Segment Start: DATASET
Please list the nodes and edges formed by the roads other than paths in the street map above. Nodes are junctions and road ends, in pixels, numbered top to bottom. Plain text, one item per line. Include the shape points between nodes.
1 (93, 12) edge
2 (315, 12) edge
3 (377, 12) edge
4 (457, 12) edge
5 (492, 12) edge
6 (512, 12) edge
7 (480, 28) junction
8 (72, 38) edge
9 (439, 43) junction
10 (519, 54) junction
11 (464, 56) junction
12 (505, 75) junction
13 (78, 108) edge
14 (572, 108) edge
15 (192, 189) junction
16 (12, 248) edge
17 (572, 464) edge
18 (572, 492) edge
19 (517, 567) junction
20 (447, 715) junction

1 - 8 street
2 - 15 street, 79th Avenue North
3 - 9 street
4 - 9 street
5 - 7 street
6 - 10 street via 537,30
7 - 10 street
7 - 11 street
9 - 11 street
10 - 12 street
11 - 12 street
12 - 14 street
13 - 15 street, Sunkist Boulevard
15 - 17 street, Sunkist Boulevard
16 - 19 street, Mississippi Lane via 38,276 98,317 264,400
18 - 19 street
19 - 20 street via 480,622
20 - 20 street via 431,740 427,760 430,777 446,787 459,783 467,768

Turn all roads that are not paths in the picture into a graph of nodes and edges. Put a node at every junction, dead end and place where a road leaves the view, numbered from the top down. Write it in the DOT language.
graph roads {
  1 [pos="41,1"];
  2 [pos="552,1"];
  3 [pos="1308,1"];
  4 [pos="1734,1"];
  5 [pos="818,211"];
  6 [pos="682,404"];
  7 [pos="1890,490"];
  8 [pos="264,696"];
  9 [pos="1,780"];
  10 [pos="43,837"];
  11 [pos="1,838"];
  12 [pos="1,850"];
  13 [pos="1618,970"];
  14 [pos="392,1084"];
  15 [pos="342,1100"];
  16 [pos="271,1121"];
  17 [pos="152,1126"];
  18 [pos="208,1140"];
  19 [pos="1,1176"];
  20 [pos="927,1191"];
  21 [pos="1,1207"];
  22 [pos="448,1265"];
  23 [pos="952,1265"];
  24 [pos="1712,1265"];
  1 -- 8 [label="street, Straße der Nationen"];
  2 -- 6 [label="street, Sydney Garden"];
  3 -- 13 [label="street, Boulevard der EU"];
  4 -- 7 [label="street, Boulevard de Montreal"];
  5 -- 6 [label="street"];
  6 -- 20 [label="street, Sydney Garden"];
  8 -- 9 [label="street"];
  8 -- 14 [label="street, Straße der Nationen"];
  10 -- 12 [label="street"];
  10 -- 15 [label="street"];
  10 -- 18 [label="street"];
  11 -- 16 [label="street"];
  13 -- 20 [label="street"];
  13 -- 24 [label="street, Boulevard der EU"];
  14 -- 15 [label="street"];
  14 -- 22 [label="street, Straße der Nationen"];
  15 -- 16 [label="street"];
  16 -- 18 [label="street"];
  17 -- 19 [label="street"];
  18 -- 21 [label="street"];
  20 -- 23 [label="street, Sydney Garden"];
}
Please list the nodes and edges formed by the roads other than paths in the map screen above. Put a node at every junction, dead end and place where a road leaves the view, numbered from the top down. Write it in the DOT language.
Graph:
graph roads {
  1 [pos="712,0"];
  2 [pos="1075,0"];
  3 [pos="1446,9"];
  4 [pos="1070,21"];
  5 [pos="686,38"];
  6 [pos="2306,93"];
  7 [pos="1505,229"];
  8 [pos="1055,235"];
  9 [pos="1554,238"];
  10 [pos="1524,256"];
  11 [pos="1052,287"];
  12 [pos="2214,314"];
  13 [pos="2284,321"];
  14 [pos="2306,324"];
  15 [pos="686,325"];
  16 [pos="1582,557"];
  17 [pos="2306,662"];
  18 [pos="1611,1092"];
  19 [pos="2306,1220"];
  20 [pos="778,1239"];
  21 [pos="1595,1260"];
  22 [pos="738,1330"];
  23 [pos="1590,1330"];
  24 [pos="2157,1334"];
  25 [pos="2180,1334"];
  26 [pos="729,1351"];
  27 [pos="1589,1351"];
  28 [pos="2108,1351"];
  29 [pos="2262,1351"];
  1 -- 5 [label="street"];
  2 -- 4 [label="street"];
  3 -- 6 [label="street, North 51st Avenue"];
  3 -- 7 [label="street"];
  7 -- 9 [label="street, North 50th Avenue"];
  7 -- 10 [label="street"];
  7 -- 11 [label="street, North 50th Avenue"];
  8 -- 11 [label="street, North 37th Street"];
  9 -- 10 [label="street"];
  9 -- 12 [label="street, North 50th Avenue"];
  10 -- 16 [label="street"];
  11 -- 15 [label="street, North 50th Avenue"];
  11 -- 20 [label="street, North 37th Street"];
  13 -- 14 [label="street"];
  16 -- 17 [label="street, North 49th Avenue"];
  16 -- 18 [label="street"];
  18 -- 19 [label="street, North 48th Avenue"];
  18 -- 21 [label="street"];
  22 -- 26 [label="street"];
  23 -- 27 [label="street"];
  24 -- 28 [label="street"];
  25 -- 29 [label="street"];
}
Segment End: DATASET
YOUR GOAL => Check every line above for the string "place" and copy those that have it.

RESPONSE TO THIS EXERCISE =>
Turn all roads that are not paths in the picture into a graph of nodes and edges. Put a node at every junction, dead end and place where a road leaves the view, numbered from the top down. Write it in the DOT language.
Please list the nodes and edges formed by the roads other than paths in the map screen above. Put a node at every junction, dead end and place where a road leaves the view, numbered from the top down. Write it in the DOT language.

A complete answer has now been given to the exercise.